We’re catching up with The Crown, via (I think) Netflix. I’d avoided it up till now, because I have virtually no interest in the British Royal Family, or in any royalty at all after Olaf I of Norway (see https://bernardjporter.com/2020/10/13/kung-olaf/), and am bored and irritated by our popular press’s unhealthy obsession with it. I was also rather put off the royals by my mother’s near worship of the Queen Mother (Queen Mary?). When my mother died I found dozens of pictures of her (the Queen Mum) cut from the Daily Mail, religiously preserved because she (my Mum) thought they were valuable. That was although she’d got rid of all my early Eagle comics, from the very first issue, which – had she known it – would have fetched a small fortune today. She also embarrassed me when Queenie visited my school and Mum broke through a cordon and ran into the street to tap at the window of her car as she departed. All my friends knew whose mother she was. Imagine!

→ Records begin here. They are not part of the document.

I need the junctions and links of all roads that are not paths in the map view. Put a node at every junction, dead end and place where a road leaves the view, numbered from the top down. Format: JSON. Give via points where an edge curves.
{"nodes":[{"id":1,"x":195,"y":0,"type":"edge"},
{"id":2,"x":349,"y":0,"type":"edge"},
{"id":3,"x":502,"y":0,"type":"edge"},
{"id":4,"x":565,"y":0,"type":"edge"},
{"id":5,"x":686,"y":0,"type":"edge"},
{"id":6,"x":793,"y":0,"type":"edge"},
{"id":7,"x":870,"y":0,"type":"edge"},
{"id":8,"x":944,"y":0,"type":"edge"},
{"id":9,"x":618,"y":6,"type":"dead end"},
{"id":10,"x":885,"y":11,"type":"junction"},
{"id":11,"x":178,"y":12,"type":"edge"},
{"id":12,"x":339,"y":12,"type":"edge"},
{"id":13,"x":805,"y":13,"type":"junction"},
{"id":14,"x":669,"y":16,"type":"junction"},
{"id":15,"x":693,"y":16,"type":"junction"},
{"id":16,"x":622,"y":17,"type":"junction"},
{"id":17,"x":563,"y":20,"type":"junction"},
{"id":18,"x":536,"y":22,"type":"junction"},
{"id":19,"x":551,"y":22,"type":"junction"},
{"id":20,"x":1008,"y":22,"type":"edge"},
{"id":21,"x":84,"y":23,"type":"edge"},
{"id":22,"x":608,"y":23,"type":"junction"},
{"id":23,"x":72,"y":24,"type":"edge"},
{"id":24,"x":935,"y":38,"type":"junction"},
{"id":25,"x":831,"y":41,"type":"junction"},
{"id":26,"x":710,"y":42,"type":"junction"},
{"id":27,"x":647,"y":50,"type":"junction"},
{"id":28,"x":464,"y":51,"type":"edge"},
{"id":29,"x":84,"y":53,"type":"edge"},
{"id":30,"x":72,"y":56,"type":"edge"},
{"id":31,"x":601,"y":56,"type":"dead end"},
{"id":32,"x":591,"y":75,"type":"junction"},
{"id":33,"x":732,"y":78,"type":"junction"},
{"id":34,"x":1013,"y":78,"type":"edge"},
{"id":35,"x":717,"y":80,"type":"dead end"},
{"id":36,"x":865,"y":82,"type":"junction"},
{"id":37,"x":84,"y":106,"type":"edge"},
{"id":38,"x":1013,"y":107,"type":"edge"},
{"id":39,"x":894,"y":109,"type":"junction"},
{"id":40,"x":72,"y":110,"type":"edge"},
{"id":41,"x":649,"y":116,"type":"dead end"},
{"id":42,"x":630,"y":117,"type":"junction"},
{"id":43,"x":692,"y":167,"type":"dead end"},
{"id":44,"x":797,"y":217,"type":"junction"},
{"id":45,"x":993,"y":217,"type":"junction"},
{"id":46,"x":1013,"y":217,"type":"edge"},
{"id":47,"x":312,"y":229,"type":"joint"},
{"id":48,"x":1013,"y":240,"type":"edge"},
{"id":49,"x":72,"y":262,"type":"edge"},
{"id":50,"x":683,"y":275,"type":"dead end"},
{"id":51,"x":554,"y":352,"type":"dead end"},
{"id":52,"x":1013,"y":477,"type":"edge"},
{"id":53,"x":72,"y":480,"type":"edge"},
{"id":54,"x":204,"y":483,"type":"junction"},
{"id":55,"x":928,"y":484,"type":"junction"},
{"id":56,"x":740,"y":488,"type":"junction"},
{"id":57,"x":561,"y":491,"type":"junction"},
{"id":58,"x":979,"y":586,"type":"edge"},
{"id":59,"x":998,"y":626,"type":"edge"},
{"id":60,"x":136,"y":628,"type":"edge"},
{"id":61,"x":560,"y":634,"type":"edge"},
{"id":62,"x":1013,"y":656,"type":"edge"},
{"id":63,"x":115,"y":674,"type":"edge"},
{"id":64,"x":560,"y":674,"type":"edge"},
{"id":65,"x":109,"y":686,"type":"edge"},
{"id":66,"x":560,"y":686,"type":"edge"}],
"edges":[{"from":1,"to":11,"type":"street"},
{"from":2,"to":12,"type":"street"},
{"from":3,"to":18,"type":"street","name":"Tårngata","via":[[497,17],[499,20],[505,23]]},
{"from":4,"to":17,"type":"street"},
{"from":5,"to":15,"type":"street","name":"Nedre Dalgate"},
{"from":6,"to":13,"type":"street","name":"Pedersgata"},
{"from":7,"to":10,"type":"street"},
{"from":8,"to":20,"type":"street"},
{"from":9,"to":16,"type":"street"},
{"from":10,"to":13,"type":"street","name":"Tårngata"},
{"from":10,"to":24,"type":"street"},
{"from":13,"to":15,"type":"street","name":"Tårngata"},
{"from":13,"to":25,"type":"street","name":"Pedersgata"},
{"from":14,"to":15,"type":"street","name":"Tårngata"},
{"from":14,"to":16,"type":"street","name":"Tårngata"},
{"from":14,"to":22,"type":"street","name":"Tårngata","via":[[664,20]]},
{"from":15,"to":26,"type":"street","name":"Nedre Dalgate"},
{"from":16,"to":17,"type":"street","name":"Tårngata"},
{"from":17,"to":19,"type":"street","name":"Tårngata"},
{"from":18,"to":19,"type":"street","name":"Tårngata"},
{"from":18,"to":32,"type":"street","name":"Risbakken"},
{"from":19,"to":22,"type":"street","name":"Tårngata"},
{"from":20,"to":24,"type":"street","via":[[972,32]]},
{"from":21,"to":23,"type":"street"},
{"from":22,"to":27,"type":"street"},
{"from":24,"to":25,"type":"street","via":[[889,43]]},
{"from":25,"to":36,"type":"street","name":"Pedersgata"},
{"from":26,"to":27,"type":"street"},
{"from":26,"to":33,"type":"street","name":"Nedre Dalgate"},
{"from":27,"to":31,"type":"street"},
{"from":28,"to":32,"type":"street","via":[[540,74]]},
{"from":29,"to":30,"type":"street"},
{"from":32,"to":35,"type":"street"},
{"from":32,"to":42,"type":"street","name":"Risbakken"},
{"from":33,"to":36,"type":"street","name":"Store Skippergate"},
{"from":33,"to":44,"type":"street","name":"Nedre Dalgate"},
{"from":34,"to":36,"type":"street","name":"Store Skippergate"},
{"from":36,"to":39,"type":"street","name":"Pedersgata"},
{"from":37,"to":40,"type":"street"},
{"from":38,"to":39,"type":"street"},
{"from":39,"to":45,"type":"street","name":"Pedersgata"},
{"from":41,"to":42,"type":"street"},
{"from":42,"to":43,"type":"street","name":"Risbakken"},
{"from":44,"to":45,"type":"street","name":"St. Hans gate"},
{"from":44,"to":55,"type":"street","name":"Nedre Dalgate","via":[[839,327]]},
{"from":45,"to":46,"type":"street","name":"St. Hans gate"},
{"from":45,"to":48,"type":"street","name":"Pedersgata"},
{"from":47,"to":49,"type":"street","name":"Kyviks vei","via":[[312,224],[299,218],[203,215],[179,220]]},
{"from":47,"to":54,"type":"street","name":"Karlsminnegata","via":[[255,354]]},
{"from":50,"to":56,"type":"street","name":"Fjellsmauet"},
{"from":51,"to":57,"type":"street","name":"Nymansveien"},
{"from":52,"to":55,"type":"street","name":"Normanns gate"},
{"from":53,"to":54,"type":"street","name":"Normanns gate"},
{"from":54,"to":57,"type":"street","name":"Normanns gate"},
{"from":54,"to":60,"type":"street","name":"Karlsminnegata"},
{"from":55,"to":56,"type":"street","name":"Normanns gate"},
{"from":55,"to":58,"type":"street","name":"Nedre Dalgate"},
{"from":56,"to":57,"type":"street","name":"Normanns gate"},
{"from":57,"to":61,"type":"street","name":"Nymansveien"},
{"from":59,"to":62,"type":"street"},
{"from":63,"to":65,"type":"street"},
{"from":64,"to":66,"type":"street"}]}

But people kept telling me how good The Crown was, so we started watching it. It’s now filling our long Nordic nights. We’re up to Suez, so with lots more to come. And I must admit I’m thoroughly taken by it. Not as history – I found lots to quarrel with there – but as sheer soap opera. For those who haven’t seen it – and there can’t be many of you – it’s not really about ‘the Crown’, but about the personal lives of those who live in its shadow. Marriages, divorces and ‘affairs’ make up most of it (so far). The acting is superb, as is the dialogue. I wonder how much of that was the Royals’ themselves, and how much is down to the series’ scriptwriters? A lot of it must be embarrassing for the surviving Royals and their hangers-on to watch, and even potentially libellous. It’s certainly not particularly ‘respectful’ of them. Philip comes out of it as rather stupid and ‘blokeish’. But that’s hardly a surprise. Macmillan isn’t as impressive as I remember him; and Attlee is ignored almost completely. But on the whole the writers have made a good – or at least a watchable – job of all the ‘great and the good’ (a.k.a. ‘nobs’) of those pre-Beatles years.
The Queen comes over wonderfully; which I’m happy with, as I’m a bit of an admirer of hers. (She’s the only one.) I fell for her after meeting – being ‘presented to’ – her at a Historians’ function many years ago. I’d drunk several glasses of dry sherry before she reached our group, which I didn’t think mattered as she wouldn’t be capable of any intelligent conversation with me. (‘They’re all inbred.’) She asked me what I worked on, and I told her in simple words that I thought she’d understand; only to be taken aback by a very insightful supplementary question she put to me. I think it was about British-American relations. So I shook the alcoholic fuzz from my head, or tried to, and treated her to a long lecture on the subject. You can see how fascinated she was from this official photo. (Actually, everyone says she doesn’t photograph well.) I’m the second from the left, in Professor Donald Read’s (literal) shadow. I’ve kept that picture hidden from nearly everyone since then. Even Kajsa was only allowed to see it after we’d been together for ten years. Now I reckon it can cause me no more embarrassment.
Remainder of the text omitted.